Postmodernism and postructuralism as epistemological projects are caught in the Western canon, reproducing within its domains of thought and practice a coloniality of power/knowledge.

He even goes so far as to call for a “decolonization of postcolonial studies,” which is still far too reliant on the authority of Western thinkers. In an article of the same title, Grosfoguel recalls that “as a Latino in the United States, I was dissatisfied with the epistemic consequences of the knowledge produced by [the Latin American Subaltern Studies Group]. They underestimated in their own work ethnic or racial perspectives coming from the region, while at the same time privileging predominantly to Western thinkers, which is related to my second point: they gave epistemic privilege to what they called the ‘four horses of the apocalypse,’ that is, Foucault, Derrida, Gramsci, and Guha… Among the four main thinkers they privilege, three are ‘Eurocentric’ thinkers… Two (i.e., Derrida and Foucault) form part of the poststructuralist/postmodern Western canon. Only one (i.e., Rinajit Guha) is a thinker thinking from the South. By privileging Western thinkers as their central theoretical apparatus, they betrayed their goal to produce subaltern studies.” Mignolo writes in a similar vein that

Coloniality and decoloniality introduces a fracture with both the Eurocentered project of postmodernity and a project of postcoloniality heavily dependent on poststructuralism (i.e., insofar as Michel Foucault, Jacques Lacan, and Jacques Derrida have been acknowledged as the grounding of the postcolonial canon): Edward Said, Gayatri Spivak, and Homi Bhabha… Decoloniality sets out from other sources. From the decolonial shift already implicit in Nueva corónica and buen gobierno by Waman Puma de Ayala; in the decolonial critique and the activism of Mahatma Gandhi; in the fracture of Marxism in its encounter with colonial legacies in the Andes, articulated by José Carlos Mariátegui; and in the radical political and epistemological shifts enacted by Amilcar Cabral, Aimé Césaire, Frantz Fanon, Rigoberta Menchú, Gloria Anzaldúa, among others. The decolonial shift, in other words, is a project of de-linking whereas postcolonial theory is a project of scholarly transformation within the academy.

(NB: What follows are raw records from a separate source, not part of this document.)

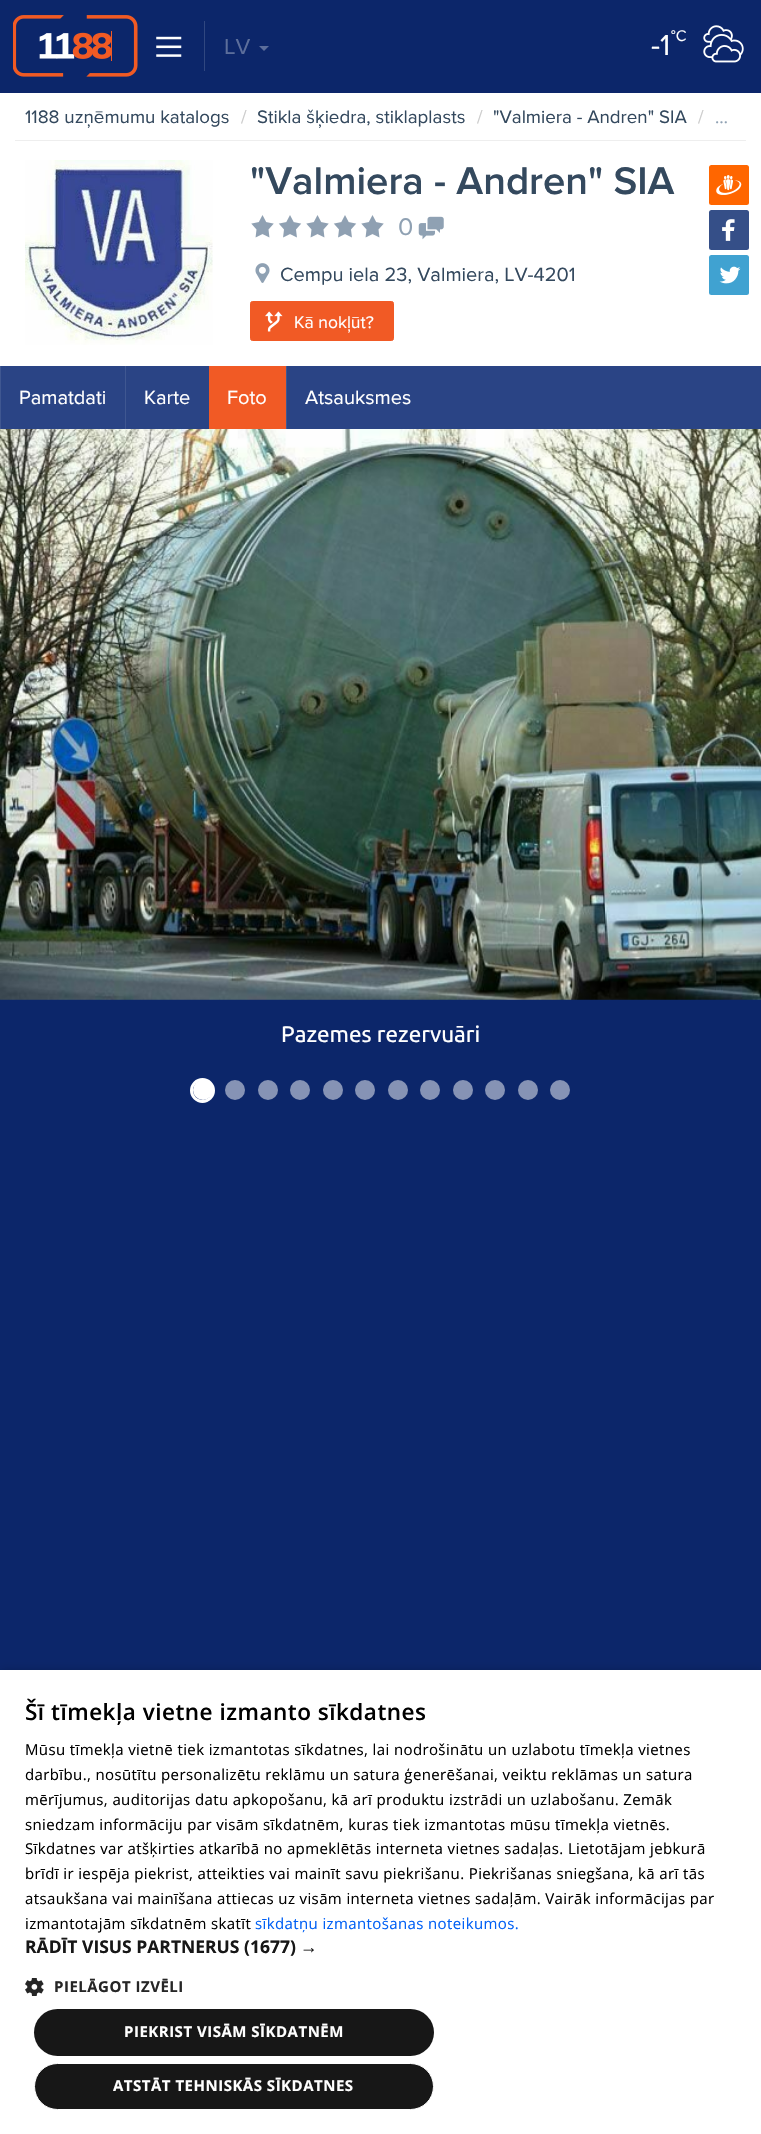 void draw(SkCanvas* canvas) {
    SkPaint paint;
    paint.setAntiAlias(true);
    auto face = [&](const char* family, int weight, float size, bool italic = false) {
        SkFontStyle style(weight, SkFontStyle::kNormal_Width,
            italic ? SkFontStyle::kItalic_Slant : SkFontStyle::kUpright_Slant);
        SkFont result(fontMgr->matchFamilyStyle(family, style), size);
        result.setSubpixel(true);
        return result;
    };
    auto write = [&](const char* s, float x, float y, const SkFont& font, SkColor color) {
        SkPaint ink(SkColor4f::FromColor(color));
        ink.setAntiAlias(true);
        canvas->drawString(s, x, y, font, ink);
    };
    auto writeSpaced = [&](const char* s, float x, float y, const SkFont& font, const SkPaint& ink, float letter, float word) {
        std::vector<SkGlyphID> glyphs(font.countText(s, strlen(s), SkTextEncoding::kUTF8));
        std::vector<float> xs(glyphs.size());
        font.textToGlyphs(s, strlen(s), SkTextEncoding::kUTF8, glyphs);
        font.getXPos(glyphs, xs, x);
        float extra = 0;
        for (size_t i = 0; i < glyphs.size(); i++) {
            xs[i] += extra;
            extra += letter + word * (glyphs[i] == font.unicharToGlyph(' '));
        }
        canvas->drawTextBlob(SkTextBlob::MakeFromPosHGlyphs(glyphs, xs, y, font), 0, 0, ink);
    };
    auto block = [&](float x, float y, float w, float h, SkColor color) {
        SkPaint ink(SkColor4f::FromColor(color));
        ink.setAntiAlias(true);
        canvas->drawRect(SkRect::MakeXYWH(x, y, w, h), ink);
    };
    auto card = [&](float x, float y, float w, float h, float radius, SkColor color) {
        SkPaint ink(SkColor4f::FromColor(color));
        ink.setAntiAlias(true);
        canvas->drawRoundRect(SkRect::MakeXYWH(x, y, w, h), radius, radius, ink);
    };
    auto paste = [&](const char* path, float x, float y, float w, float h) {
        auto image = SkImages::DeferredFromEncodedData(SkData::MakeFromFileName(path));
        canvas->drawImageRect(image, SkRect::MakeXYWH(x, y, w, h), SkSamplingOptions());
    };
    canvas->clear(SK_ColorWHITE);
    block(0, 0, 761, 93, SkColorSetRGB(12, 38, 106));
    paste("pic1.png", 13, 15, 125, 62);
    block(111, 31, 1, 30, SkColorSetRGB(240, 90, 37));
    paste("pic2.png", 156, 36, 26, 21);
    block(204, 21, 1, 50, SkColorSetRGB(48, 71, 128));
    auto kFont1 = face("Proxima Nova", 400, 22.5f);
    write("LV", 224, 54, kFont1, SkColorSetRGB(92, 110, 155));
    paint.setColor(SkColorSetRGB(92, 110, 155));
    canvas->drawPath(SkPathBuilder().moveTo(259, 46).lineTo(269, 46).lineTo(264, 51).close().detach(), paint);
    auto kFont2 = face("Proxima Nova", 400, 30);
    write("-1", 651, 55, kFont2, SK_ColorWHITE);
    auto kFont3 = face("Proxima Nova", 400, 16);
    write("°C", 671, 41, kFont3, SK_ColorWHITE);
    paste("pic3.png", 703, 25, 41, 38);
    block(15, 140, 731, 1, SkColorSetRGB(238, 238, 238));
    auto kFont4 = face("Proxima Nova", 400, 18.75f);
    write("1188 uzņēmumu katalogs", 25, 123, kFont4, SkColorSetRGB(52, 73, 94));
    write("/", 241, 123, kFont4, SkColorSetRGB(204, 204, 204));
    write("Stikla šķiedra, stiklaplasts", 257, 123, kFont4, SkColorSetRGB(52, 73, 94));
    write("/", 477, 123, kFont4, SkColorSetRGB(204, 204, 204));
    write("\"Valmiera - Andren\" SIA", 493, 123, kFont4, SkColorSetRGB(52, 73, 94));
    write("/", 698, 123, kFont4, SkColorSetRGB(204, 204, 204));
    write("…", 715, 123, kFont4, SkColorSetRGB(143, 161, 179));
    paste("pic4.png", 25, 160, 188, 185);
    auto kFont5 = face("Proxima Nova", 600, 40);
    write("\"Valmiera - Andren\" SIA", 250, 194, kFont5, SkColorSetRGB(52, 73, 94));
    paste("pic5.png", 251, 215, 133, 23);
    auto kFont6 = face("Proxima Nova", 400, 25);
    write("0", 398, 235, kFont6, SkColorSetRGB(143, 161, 179));
    paste("pic6.png", 418, 216, 26, 24);
    card(709, 165, 40, 40, 2.5f, SkColorSetRGB(255, 102, 0));
    paste("pic7.png", 716, 175, 26, 20);
    card(709, 210, 40, 40, 2.5f, SkColorSetRGB(53, 79, 136));
    paste("pic8.png", 722, 219, 13, 22);
    card(709, 255, 40, 40, 2.5f, SkColorSetRGB(64, 162, 209));
    paste("pic9.png", 719, 266, 22, 18);
    paste("pic10.png", 255, 263, 15, 20);
    auto kFont7 = face("Proxima Nova", 400, 20);
    write("Cempu iela 23, Valmiera, LV-4201", 280, 281, kFont7, SkColorSetRGB(52, 73, 94));
    paint.setColor(SkColorSetRGB(241, 90, 37));
    canvas->drawRoundRect(SkRect::MakeXYWH(250.5f, 301.5f, 143, 39), 2, 2, paint);
    paint.setStyle(SkPaint::kStroke_Style);
    paint.setStrokeWidth(1);
    canvas->drawRoundRect(SkRect::MakeXYWH(250.5f, 301.5f, 143, 39), 2, 2, paint);
    paste("pic11.png", 265, 311, 18, 21);
    auto kFont8 = face("Proxima Nova", 400, 17.5f);
    write("Kā nokļūt?", 294, 328, kFont8, SK_ColorWHITE);
    block(1, 366, 760, 63, SkColorSetRGB(42, 68, 133));
    block(0, 366, 1, 63, SkColorSetRGB(63, 87, 145));
    write("Pamatdati", 19, 404, kFont7, SK_ColorWHITE);
    block(125, 366, 1, 63, SkColorSetRGB(63, 87, 145));
    write("Karte", 144, 404, kFont7, SK_ColorWHITE);
    block(209, 366, 77, 63, SkColorSetRGB(241, 90, 37));
    write("Foto", 227, 404, kFont7, SK_ColorWHITE);
    block(286, 366, 1, 63, SkColorSetRGB(63, 87, 145));
    write("Atsauksmes", 305, 404, kFont7, SK_ColorWHITE);
    block(0, 999, 761, 671, SkColorSetRGB(12, 38, 106));
    paste("pic12.png", 0, 429, 761, 571);
    auto kFont9 = face("Ubuntu", 400, 22.5f);
    write("Pazemes rezervuāri", 281, 1042, kFont9, SK_ColorWHITE);
    paint.setStrokeWidth(3);
    paint.setColor(SK_ColorWHITE);
    canvas->drawCircle(202.5f, 1090.5f, 11, paint);
    paint.setStyle(SkPaint::kFill_Style);
    canvas->drawCircle(203, 1090, 10, paint);
    paint.setColor(SkColorSetRGB(134, 147, 181));
    canvas->drawCircle(235, 1090, 10, paint);
    canvas->drawCircle(268, 1090, 10, paint);
    canvas->drawCircle(300, 1090, 10, paint);
    canvas->drawCircle(333, 1090, 10, paint);
    canvas->drawCircle(365, 1090, 10, paint);
    canvas->drawCircle(398, 1090, 10, paint);
    canvas->drawCircle(430, 1090, 10, paint);
    canvas->drawCircle(463, 1090, 10, paint);
    canvas->drawCircle(495, 1090, 10, paint);
    canvas->drawCircle(528, 1090, 10, paint);
    canvas->drawCircle(560, 1090, 10, paint);
    paint.setColor(SkColorSetARGB(89, 0, 0, 0));
    paint.setMaskFilter(SkMaskFilter::MakeBlur(kNormal_SkBlurStyle, 5));
    canvas->drawRect(SkRect::MakeXYWH(1, 1673, 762, 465), paint);
    paint.setMaskFilter(nullptr);
    block(0, 1670, 761, 464, SK_ColorWHITE);
    auto kFont10 = face("Open Sans", 600, 22.5f);
    paint.setColor(SK_ColorBLACK);
    writeSpaced("Šī tīmekļa vietne izmanto sīkdatnes", 25, 1720, kFont10, paint, 0.5f, 0);
    auto kFont11 = face("Open Sans", 400, 15);
    writeSpaced("Mūsu tīmekļa vietnē tiek izmantotas sīkdatnes, lai nodrošinātu un uzlabotu tīmekļa vietnes", 25, 1755, kFont11, paint, 0.38f, 0);
    writeSpaced("darbību., nosūtītu personalizētu reklāmu un satura ģenerēšanai, veiktu reklāmas un satura", 25, 1780, kFont11, paint, 0.38f, 0);
    writeSpaced("mērījumus, auditorijas datu apkopošanu, kā arī produktu izstrādi un uzlabošanu. Zemāk", 25, 1805, kFont11, paint, 0.38f, 0);
    writeSpaced("sniedzam informāciju par visām sīkdatnēm, kuras tiek izmantotas mūsu tīmekļa vietnēs.", 25, 1830, kFont11, paint, 0.38f, 0);
    writeSpaced("Sīkdatnes var atšķirties atkarībā no apmeklētās interneta vietnes sadaļas. Lietotājam jebkurā", 25, 1854, kFont11, paint, 0.38f, 0);
    writeSpaced("brīdī ir iespēja piekrist, atteikties vai mainīt savu piekrišanu. Piekrišanas sniegšana, kā arī tās", 25, 1879, kFont11, paint, 0.38f, 0);
    writeSpaced("atsaukšana vai mainīšana attiecas uz visām interneta vietnes sadaļām. Vairāk informācijas par", 25, 1904, kFont11, paint, 0.38f, 0);
    writeSpaced("izmantotajām sīkdatnēm skatīt", 25, 1929, kFont11, paint, 0.38f, 0);
    paint.setColor(SkColorSetRGB(0, 96, 245));
    writeSpaced("sīkdatņu izmantošanas noteikumos.", 255, 1929, kFont11, paint, 0.38f, 0);
    auto kFont12 = face("Open Sans", 700, 17.5f);
    write("RĀDĪT VISUS PARTNERUS (1677)", 25, 1953, kFont12, SkColorSetRGB(23, 23, 23));
    auto kFont13 = face("Liberation Sans", 700, 17.5f);
    write("→", 300, 1953, kFont13, SkColorSetRGB(23, 23, 23));
    paste("pic13.png", 25, 1978, 19, 18);
    auto kFont14 = face("Open Sans", 700, 15);
    paint.setColor(SkColorSetRGB(38, 38, 38));
    writeSpaced("PIELĀGOT IZVĒLI", 54, 1992, kFont14, paint, 0.5f, 0);
    card(34, 2009, 400, 47, 23.5f, SkColorSetRGB(23, 23, 23));
    paint.setColor(SK_ColorWHITE);
    writeSpaced("PIEKRIST VISĀM SĪKDATNĒM", 124, 2037, kFont14, paint, 0.5f, 0);
    paint.setColor(SkColorSetRGB(23, 23, 23));
    canvas->drawRoundRect(SkRect::MakeXYWH(34.5f, 2063.5f, 399, 46), 23, 23, paint);
    paint.setStyle(SkPaint::kStroke_Style);
    paint.setStrokeWidth(1);
    paint.setColor(SK_ColorWHITE);
    canvas->drawRoundRect(SkRect::MakeXYWH(34.5f, 2063.5f, 399, 46), 23, 23, paint);
    paint.setStyle(SkPaint::kFill_Style);
    writeSpaced("ATSTĀT TEHNISKĀS SĪKDATNES", 113, 2091, kFont14, paint, 0.5f, 0);
}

Yet the palpable irony here is — even if Grosfoguel gets rid of the names Derrida, Gramsci, and Foucault while retaining only Guha, or if Mignolo jettisons Foucault, Lacan, and Derrida but holds on to Bhabha — they will still be working within this philosophical idiom, which they just disavowed. Nevertheless, this has nothing to do with the intrinsic “greatness” of European civilization or its unique “genius.” Rather, it has to do with an historic form of universality which happened to develop in Europe and expanded outward from there. Decolonial theorists tend to be dissatisfied with this version of events, though. Marx himself is not spared from the rebuke of “Eurocentrism,” as Mignolo observes: “Class consciousness means a ‘critical consciousness,’ which like the one generated by colonial difference and the colonial wound (e.g., critical border thinking), generates, in the first case, projects of emancipation and, in the second, projects of liberation. However, in Marx and in the Marxist tradition, the idea of ‘class consciousness’ hides the fact that the paradigmatic model of the proletarian is white, male, European…” (“On Subalterns and Other Agencies”).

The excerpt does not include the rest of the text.